Single-threaded process:         Multi-threaded process:

+------------------+          +------------------+
| Code | Data | Files|          | Code | Data | Files|
+------------------+          +------------------+
| Registers | Stack |          | Registers| Registers| Registers|
+------------------+          | Stack    | Stack    | Stack    |
                              | Thread1  | Thread2  | Thread3  |
                              +----------------------------------+

Motivation for Using Threads

  1. Responsiveness: In GUI applications, one thread handles user input while another performs computations
  2. Resource Sharing: Threads of the same process automatically share memory and resources
  3. Economy: Thread creation is much lighter and faster than process creation. Context switching is also faster
  4. Scalability: Performance improves by running threads in parallel on multicore architectures
[Multi-threaded Web Server Structure]

                     +-> [Worker Thread 1] -> Handle request
Client requests ---> [Main Thread] -+-> [Worker Thread 2] -> Handle request
                     +-> [Worker Thread 3] -> Handle request

Each worker thread handles individual client requests
Code, data (cache, etc.) are shared by all threads

Multicore Programming

Parallel Processing on Multicore Systems

On multicore systems, threads can actually execute in parallel.
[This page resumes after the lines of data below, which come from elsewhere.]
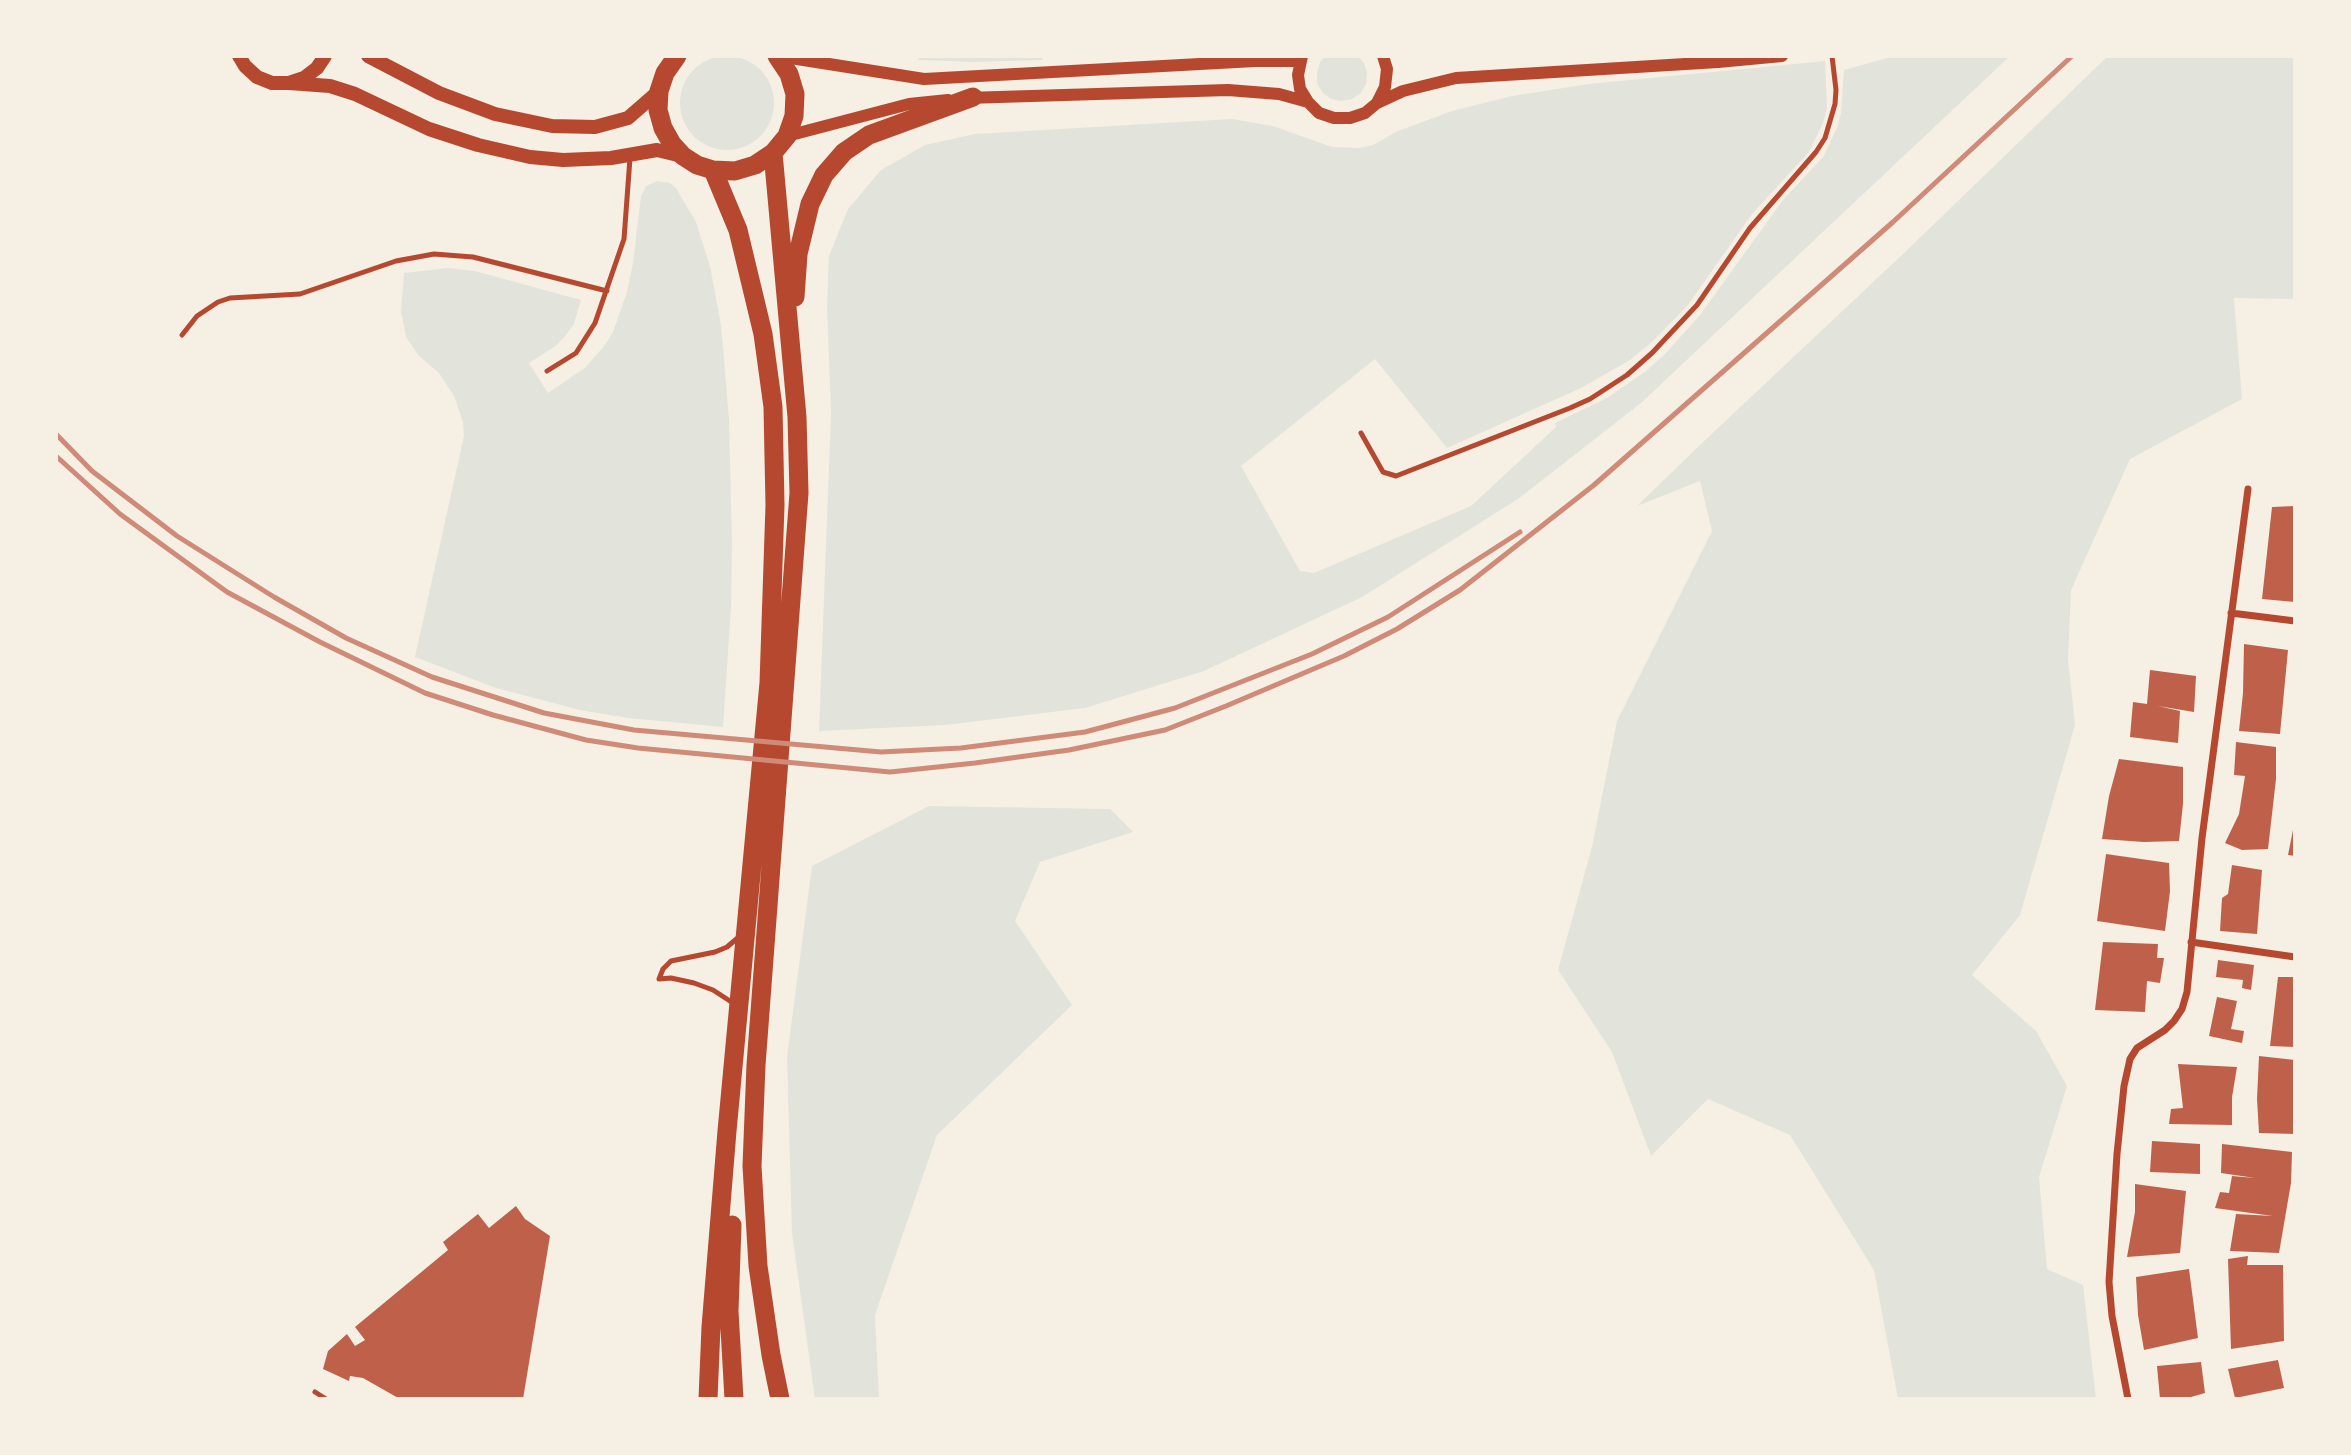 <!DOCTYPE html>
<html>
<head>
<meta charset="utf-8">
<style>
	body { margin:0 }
	#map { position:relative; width:2351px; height:1455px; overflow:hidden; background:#f6efe4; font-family:"DejaVu Sans",sans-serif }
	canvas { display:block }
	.frame { position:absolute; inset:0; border:58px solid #f6efe4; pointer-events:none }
</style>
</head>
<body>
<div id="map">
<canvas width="2351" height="1455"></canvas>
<div class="frame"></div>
</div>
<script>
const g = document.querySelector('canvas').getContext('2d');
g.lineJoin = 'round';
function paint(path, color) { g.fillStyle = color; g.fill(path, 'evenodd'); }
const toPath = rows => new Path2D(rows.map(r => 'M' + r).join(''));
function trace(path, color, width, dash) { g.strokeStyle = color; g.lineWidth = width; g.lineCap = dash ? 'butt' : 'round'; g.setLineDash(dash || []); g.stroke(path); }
const green = toPath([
	'680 103a47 47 0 1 1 94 0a47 47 0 1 1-94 0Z',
	[919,56,1044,56,1042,60,974,62,918,60],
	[1326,56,1358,56,1364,63,1367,73,1366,84,1361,93,1352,99,1341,101,1331,99,1323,93,1317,83,1317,73,1320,62],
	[1894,56,2010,56,1641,403,1518,499,1362,597,1204,671,1085,708,945,725,819,731,831,413,827,307,829,256,848,209,881,170,925,145,975,134,1232,119,1273,126,1332,147,1359,148,1373,145,1398,131,1452,111,1512,96,1589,84,1825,61,1827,108,1823,123,1809,152,1752,214,1688,305,1652,342,1630,360,1581,388,1447,448,1375,359,1241,466,1300,571,1314,573,1471,506,1556,427,1555,423,1607,398,1646,371,1664,355,1700,315,1783,200,1823,157,1837,128,1841,113,1844,70],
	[2108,56,2295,56,2295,299,2234,298,2242,399,2130,459,2071,590,2068,659,2075,725,2020,915,1972,975,2036,1031,2067,1086,2039,1177,2047,1269,2083,1285,2096,1399,1898,1399,1874,1270,1790,1135,1708,1099,1651,1156,1612,1052,1558,970,1592,847,1617,721,1712,531,1700,481,1637,506,1701,444,1903,254],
	[657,181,670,183,676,188,696,222,710,266,721,325,729,419,732,545,731,608,723,727,628,718,580,710,496,688,415,657,464,436,463,422,454,396,439,373,419,356,406,337,401,311,404,273,448,268,475,271,581,300,574,324,566,335,557,345,529,363,548,393,585,368,605,345,613,332,627,292,633,263,641,196,646,186],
	[929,806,1110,809,1133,832,1040,862,1015,921,1072,1005,937,1135,875,1315,879,1399,815,1399,792,1233,787,1057,812,866]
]);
const building = toPath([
	[2295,506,2295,602,2262,599,2272,507],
	[2244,644,2288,650,2280,734,2239,731,2243,693],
	[2150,670,2196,676,2194,712,2158,706,2180,711,2178,743,2130,737,2133,702,2147,704],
	[2236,742,2276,747,2276,779,2268,849,2242,850,2225,843,2239,814,2245,776,2234,775],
	[2119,759,2183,767,2183,804,2179,841,2144,842,2102,839,2109,796],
	[2294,825,2295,826,2295,856,2288,855],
	[2106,854,2169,863,2170,891,2165,931,2097,921],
	[2232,865,2262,870,2257,934,2220,931,2222,898,2228,894],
	[2103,942,2158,944,2157,958,2164,958,2160,983,2147,981,2145,1012,2095,1010],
	[2218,960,2254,965,2251,990,2242,988,2243,980,2216,977],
	[2278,977,2295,977,2295,1047,2270,1046],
	[2217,997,2237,1001,2231,1029,2244,1031,2242,1043,2209,1036],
	[2259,1056,2295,1060,2295,1134,2259,1133,2257,1099],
	[2178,1064,2237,1067,2232,1097,2232,1125,2169,1124,2171,1109,2183,1108],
	[2152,1141,2200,1144,2200,1174,2150,1172],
	[2222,1144,2292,1152,2291,1183,2279,1253,2230,1251,2236,1214,2273,1216,2215,1208,2220,1192,2229,1193,2232,1176,2255,1178,2221,1173],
	[2135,1184,2186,1191,2180,1253,2127,1257,2135,1212],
	[516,1206,525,1219,550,1236,523,1399,400,1399,363,1378,350,1376,349,1381,323,1369,328,1351,347,1334,355,1346,365,1340,355,1327,448,1250,443,1242,478,1214,489,1228],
	[2248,1256,2247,1265,2283,1265,2284,1341,2231,1349,2228,1259],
	[2189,1269,2198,1338,2144,1350,2138,1315,2136,1277],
	[2278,1360,2284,1388,2235,1398,2228,1369],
	[2201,1362,2205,1393,2184,1399,2160,1399,2157,1366]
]);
const service = toPath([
	[182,335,197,316,218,302,230,298,300,294,396,261,434,254,473,257,607,291],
	[547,371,576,353,595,323,624,239,630,158],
	[1361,433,1383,472,1396,476,1570,408,1590,399,1627,375,1652,353,1697,305,1750,228,1816,152,1825,138,1835,104,1836,90,1832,56],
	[733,1003,713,990,694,983,671,978,659,979,663,969,671,961,715,952,727,947,740,936],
	[315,1392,326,1399]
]);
const minor = toPath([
	[2231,613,2295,621],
	[2191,942,2295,957],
	[2128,1399,2112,1316,2109,1282,2117,1154,2124,1086,2130,1059,2137,1048,2165,1030,2174,1021,2182,1009,2187,992,2202,838,2248,489]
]);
const tertiary = toPath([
	[778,56,924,79,1255,61,1300,61],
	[1302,56,1298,75,1300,89,1308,102,1319,113,1334,118,1350,118,1365,113,1377,103,1385,87,1387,69,1383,56],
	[966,98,1228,90,1279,94,1308,102],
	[1377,103,1403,91,1456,78,1718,62,1782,56],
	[787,136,909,104,948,100]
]);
const secondary = toPath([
	[239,56,245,66,257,77,272,83,289,83,304,78,317,68,325,56],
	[368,56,439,93,495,114,552,126,595,127,628,118,659,91],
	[289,83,330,86,355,94,429,129,478,145,530,157,563,160,611,158,657,150,682,156]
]);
const trunk = toPath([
	[677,56,665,73,659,91,658,110,663,128,672,144,683,156,697,165,713,170,735,171,755,165,773,153,787,136,794,116,795,94,789,74,777,56],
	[773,153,797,417,799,493,756,1065,752,1166,758,1266,771,1355,780,1399],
	[795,297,798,254,810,204,824,175,844,152,869,135,973,97],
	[732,1225,729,1311,734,1399],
	[708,1399,711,1327,727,1131,769,683,775,505,773,407,763,334,738,230,713,170]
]);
const rail = toPath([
	[56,434,92,471,177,536,274,597,346,638,432,677,544,713,634,730,881,752,961,748,1085,732,1175,708,1312,654,1388,617,1520,532],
	[56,456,120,514,227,592,320,642,425,693,493,715,586,740,638,748,890,772,975,763,1069,750,1165,730,1226,706,1344,656,1397,629,1460,590,1594,485,1893,222,2072,56]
]);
paint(green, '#e2e4dc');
paint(building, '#bf614a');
trace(service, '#b5482f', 5);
trace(minor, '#b5482f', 7);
trace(tertiary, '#b5482f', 12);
trace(secondary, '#b5482f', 14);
trace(trunk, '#b5482f', 19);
trace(rail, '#cf8b77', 5);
</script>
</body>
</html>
[Thread Execution on Single Core vs Multicore]

Single core (Concurrency):
Time -->
Core1: [T1][T2][T3][T1][T2][T3][T1]...
        Alternating execution (time-sharing)

Multicore (Parallelism):
Time -->
Core1: [T1][T1][T1][T1][T1]...
Core2: [T2][T2][T2][T2][T2]...
Core3: [T3][T3][T3][T3][T3]...
        Simultaneous execution

Amdahl's Law

If there is a portion of a program that must execute sequentially, no matter how many cores are added, there is a limit to speed improvement.

[Amdahl's Law]

Speedup = 1 / (S + (1 - S) / N)

S = Sequential execution ratio
N = Number of processors (cores)

Example: 25% of program is sequential (S = 0.25)

Cores (N)  |  Speedup
-----------+-----------
    1      |   1.00x
    2      |   1.60x
    4      |   2.29x
    8      |   2.91x
   16      |   3.20x
 Infinity  |   4.00x (theoretical maximum)

If the sequential portion is 25%, the limit is 4x regardless of how many cores are added!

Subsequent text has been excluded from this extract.